_Exercise aim_. All the lines below need to be output exactly, apart from any images.

_Collected data entries_.
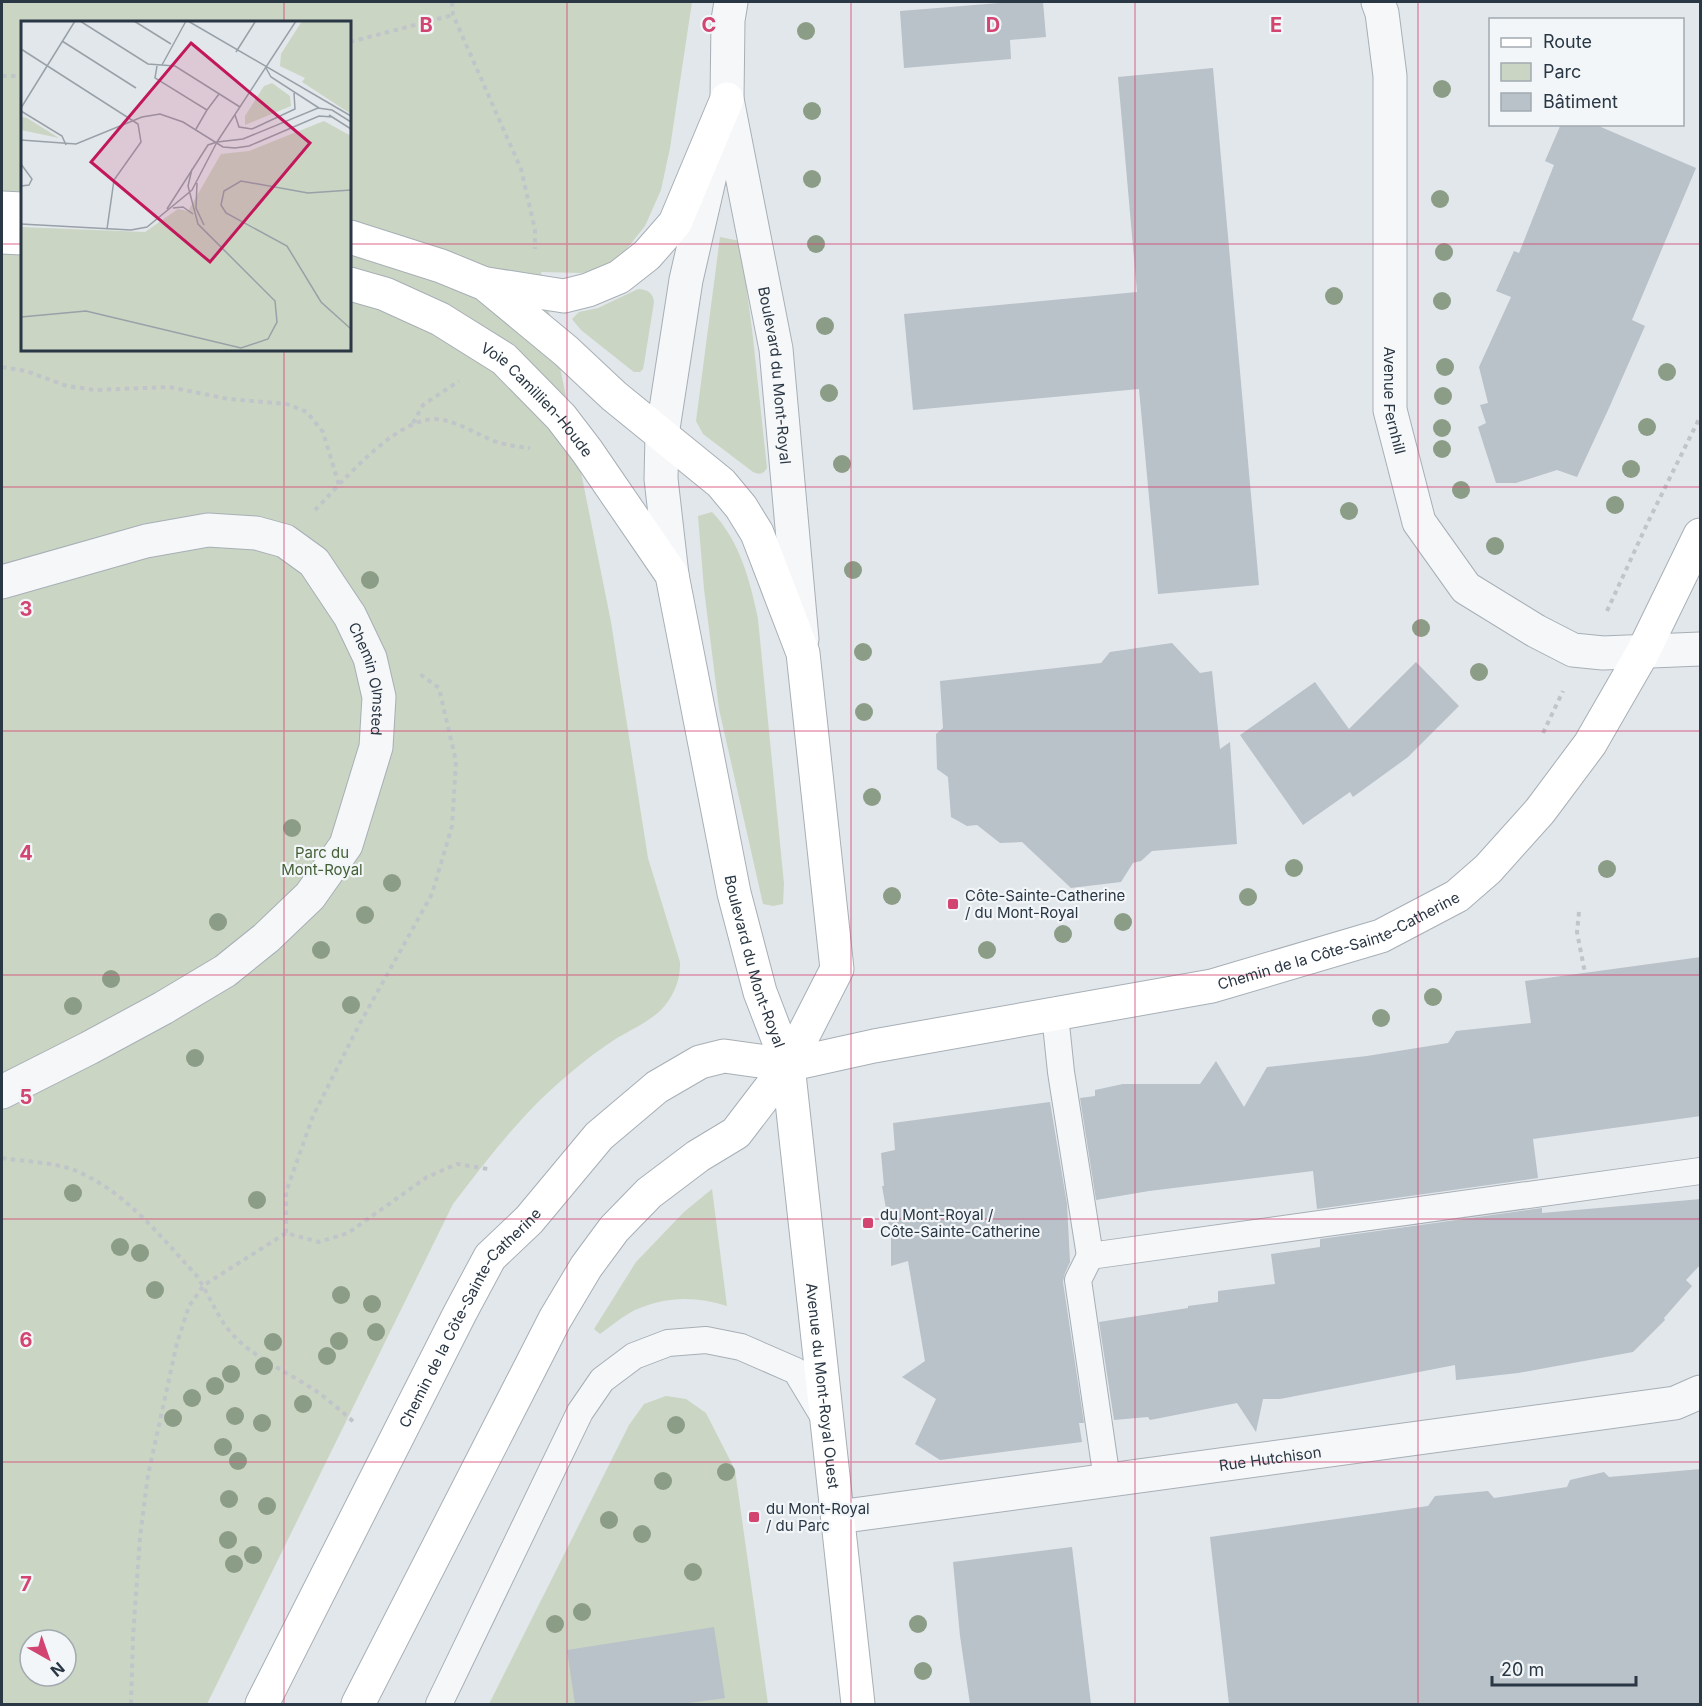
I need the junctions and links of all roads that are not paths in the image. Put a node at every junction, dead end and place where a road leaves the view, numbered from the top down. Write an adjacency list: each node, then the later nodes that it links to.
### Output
1 (731, 2): 3 (street, Boulevard du Mont-Royal)
2 (1378, 2): 16 (street, Avenue Fernhill)
3 (727, 99): 10 (main road); 11 (street, Boulevard du Mont-Royal); 17 (street, Boulevard du Mont-Royal)
4 (2, 208): 5 (main road)
5 (21, 209)
6 (2, 237): 8 (main road)
7 (351, 237): 10 (main road)
8 (21, 238)
9 (351, 284): 13 (main road, Voie Camillien-Houde)
10 (485, 284): 11 (main road)
11 (662, 435): 13 (street, Boulevard du Mont-Royal); 17 (main road, Boulevard du Mont-Royal)
12 (1701, 535): 16 (main road, Chemin de la Côte-Sainte-Catherine)
13 (672, 575): 19 (main road, Boulevard du Mont-Royal)
14 (2, 582): 20 (street, Chemin Olmsted)
15 (1701, 649): 16 (street, Avenue Fernhill)
16 (1643, 652): 18 (main road, Chemin de la Côte-Sainte-Catherine)
17 (803, 653): 19 (main road, Boulevard du Mont-Royal)
18 (1055, 1015): 19 (main road, Chemin de la Côte-Sainte-Catherine); 22 (lane)
19 (788, 1065): 24 (main road, Avenue du Mont-Royal Ouest); 27 (main road, Chemin de la Côte-Sainte-Catherine); 28 (main road)
20 (2, 1092)
21 (1701, 1171): 22 (lane)
22 (1090, 1256): 25 (lane)
23 (1701, 1392): 25 (street, Rue Hutchison)
24 (827, 1423): 26 (main road, Avenue du Mont-Royal Ouest); 29 (lane)
25 (1107, 1480): 26 (street, Rue Hutchison)
26 (838, 1517): 30 (main road, Avenue du Mont-Royal Ouest)
27 (262, 1704)
28 (358, 1704)
29 (440, 1704)
30 (858, 1704)

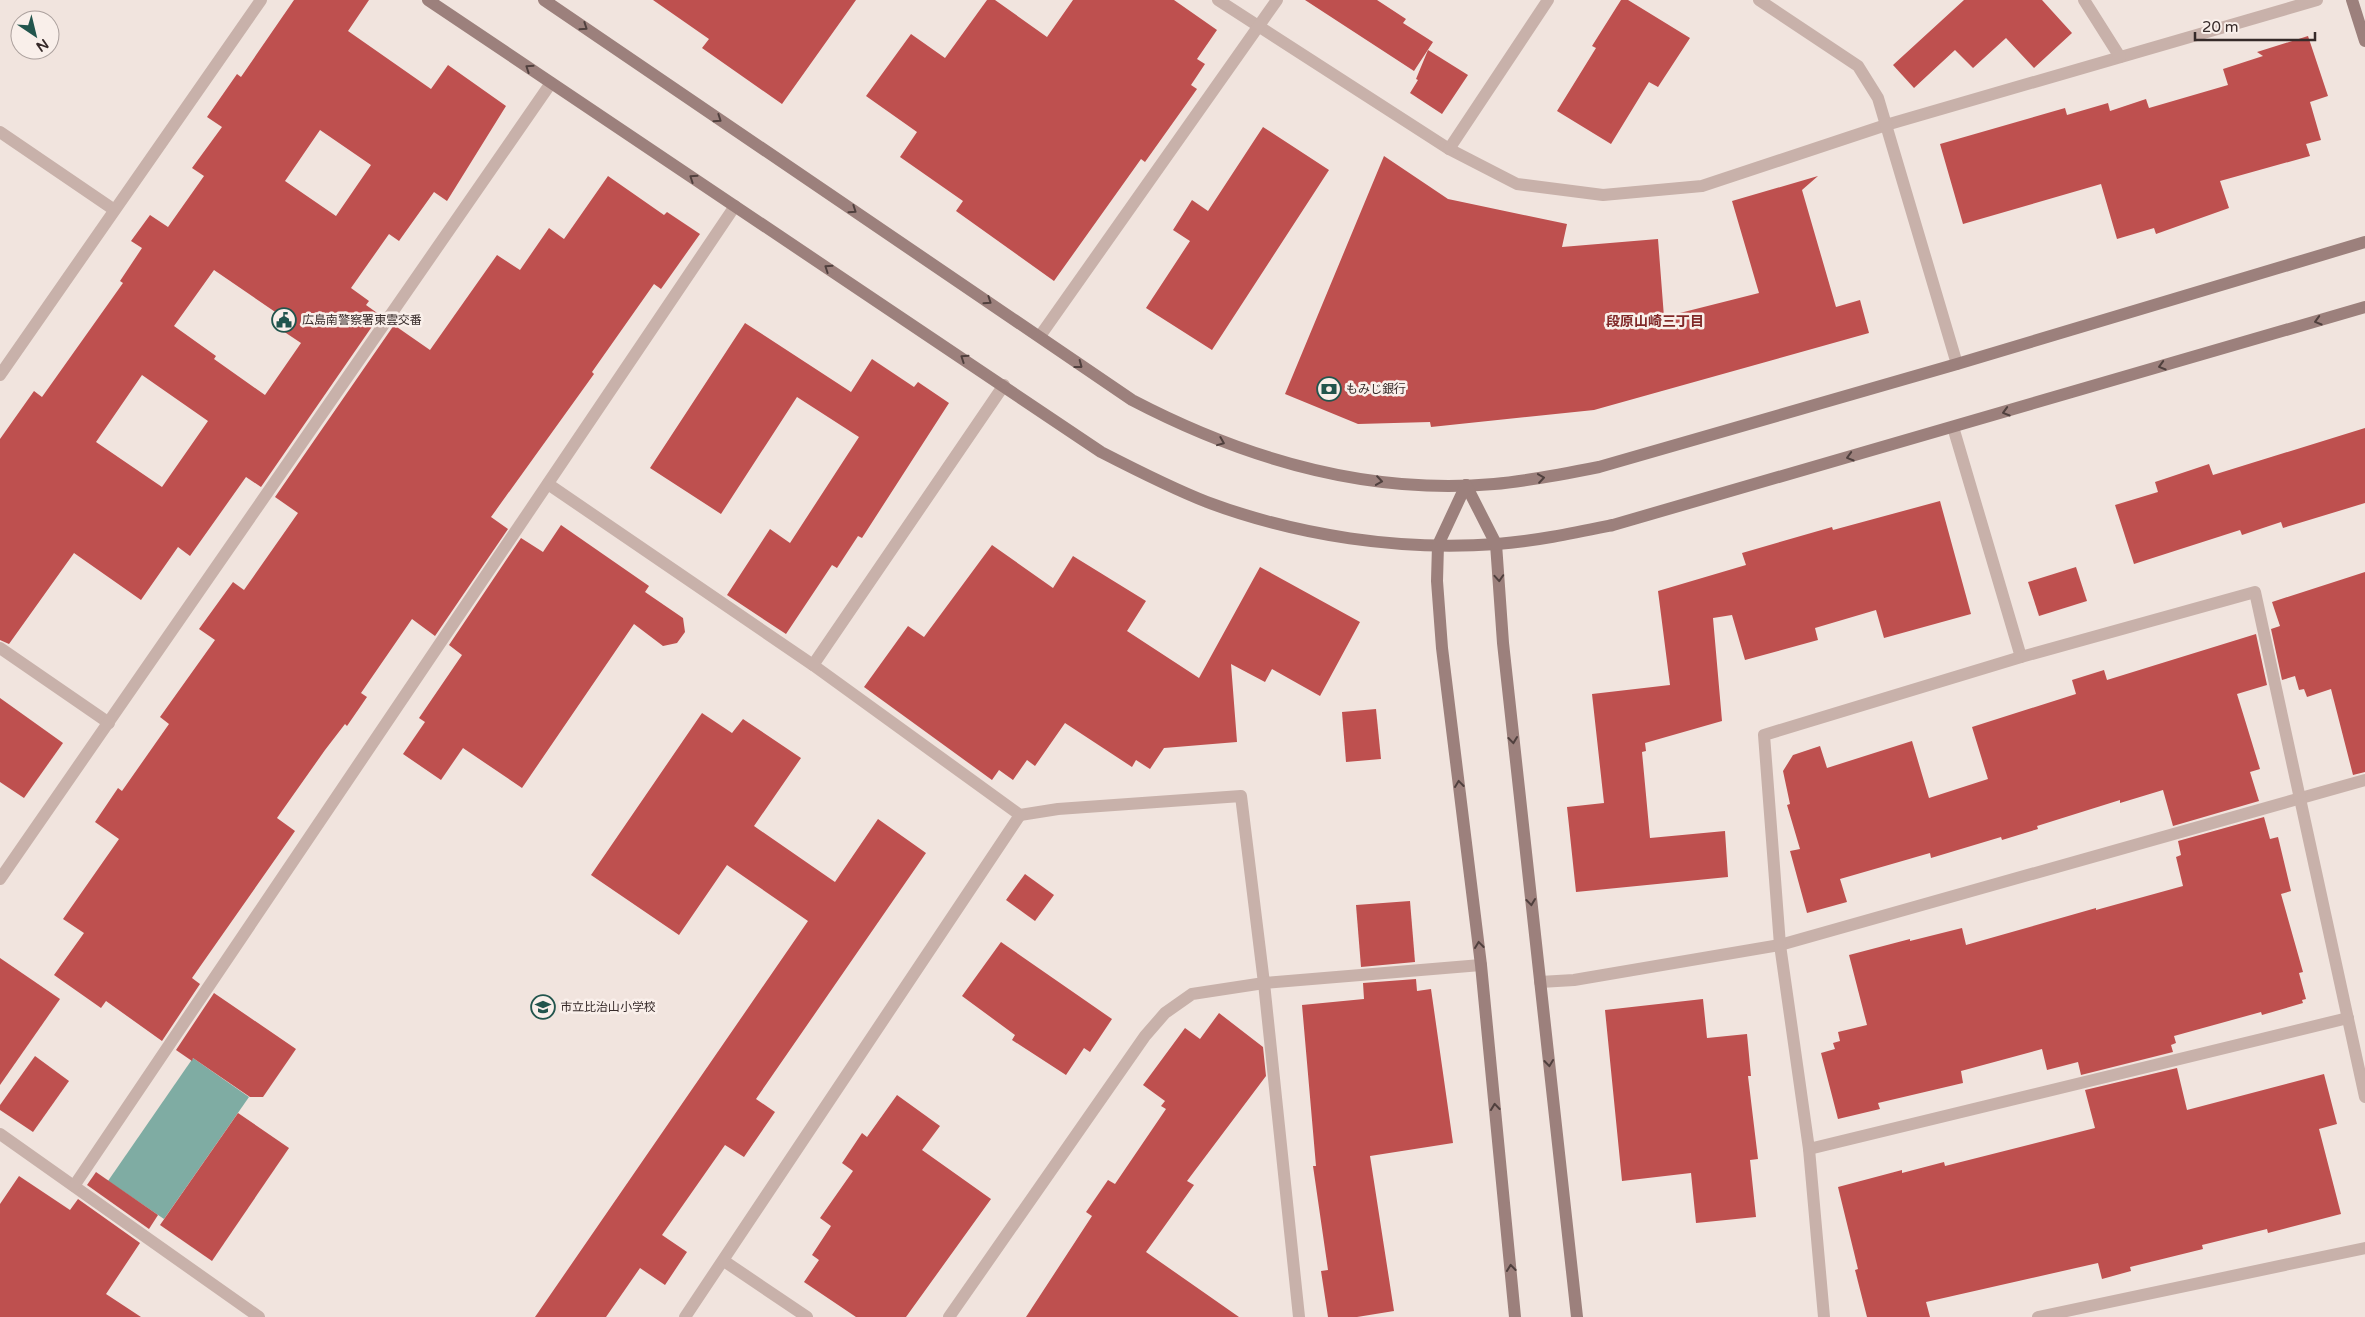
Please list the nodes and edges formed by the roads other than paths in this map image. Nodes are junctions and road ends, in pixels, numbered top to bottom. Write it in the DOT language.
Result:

_Worked solution_.
I need the junctions and links of all roads that are not paths in the image. Put a node at every junction, dead end and place where a road leaves the view, numbered from the top down. Write an adjacency list: each node, then the later nodes that it links to.
### Output
1 (731, 2): 3 (street, Boulevard du Mont-Royal)
2 (1378, 2): 16 (street, Avenue Fernhill)
3 (727, 99): 10 (main road); 11 (street, Boulevard du Mont-Royal); 17 (street, Boulevard du Mont-Royal)
4 (2, 208): 5 (main road)
5 (21, 209)
6 (2, 237): 8 (main road)
7 (351, 237): 10 (main road)
8 (21, 238)
9 (351, 284): 13 (main road, Voie Camillien-Houde)
10 (485, 284): 11 (main road)
11 (662, 435): 13 (street, Boulevard du Mont-Royal); 17 (main road, Boulevard du Mont-Royal)
12 (1701, 535): 16 (main road, Chemin de la Côte-Sainte-Catherine)
13 (672, 575): 19 (main road, Boulevard du Mont-Royal)
14 (2, 582): 20 (street, Chemin Olmsted)
15 (1701, 649): 16 (street, Avenue Fernhill)
16 (1643, 652): 18 (main road, Chemin de la Côte-Sainte-Catherine)
17 (803, 653): 19 (main road, Boulevard du Mont-Royal)
18 (1055, 1015): 19 (main road, Chemin de la Côte-Sainte-Catherine); 22 (lane)
19 (788, 1065): 24 (main road, Avenue du Mont-Royal Ouest); 27 (main road, Chemin de la Côte-Sainte-Catherine); 28 (main road)
20 (2, 1092)
21 (1701, 1171): 22 (lane)
22 (1090, 1256): 25 (lane)
23 (1701, 1392): 25 (street, Rue Hutchison)
24 (827, 1423): 26 (main road, Avenue du Mont-Royal Ouest); 29 (lane)
25 (1107, 1480): 26 (street, Rue Hutchison)
26 (838, 1517): 30 (main road, Avenue du Mont-Royal Ouest)
27 (262, 1704)
28 (358, 1704)
29 (440, 1704)
30 (858, 1704)

Please list the nodes and edges formed by the roads other than paths in this map image. Nodes are junctions and road ends, in pixels, numbered top to bottom. Write it in the DOT language.
Result:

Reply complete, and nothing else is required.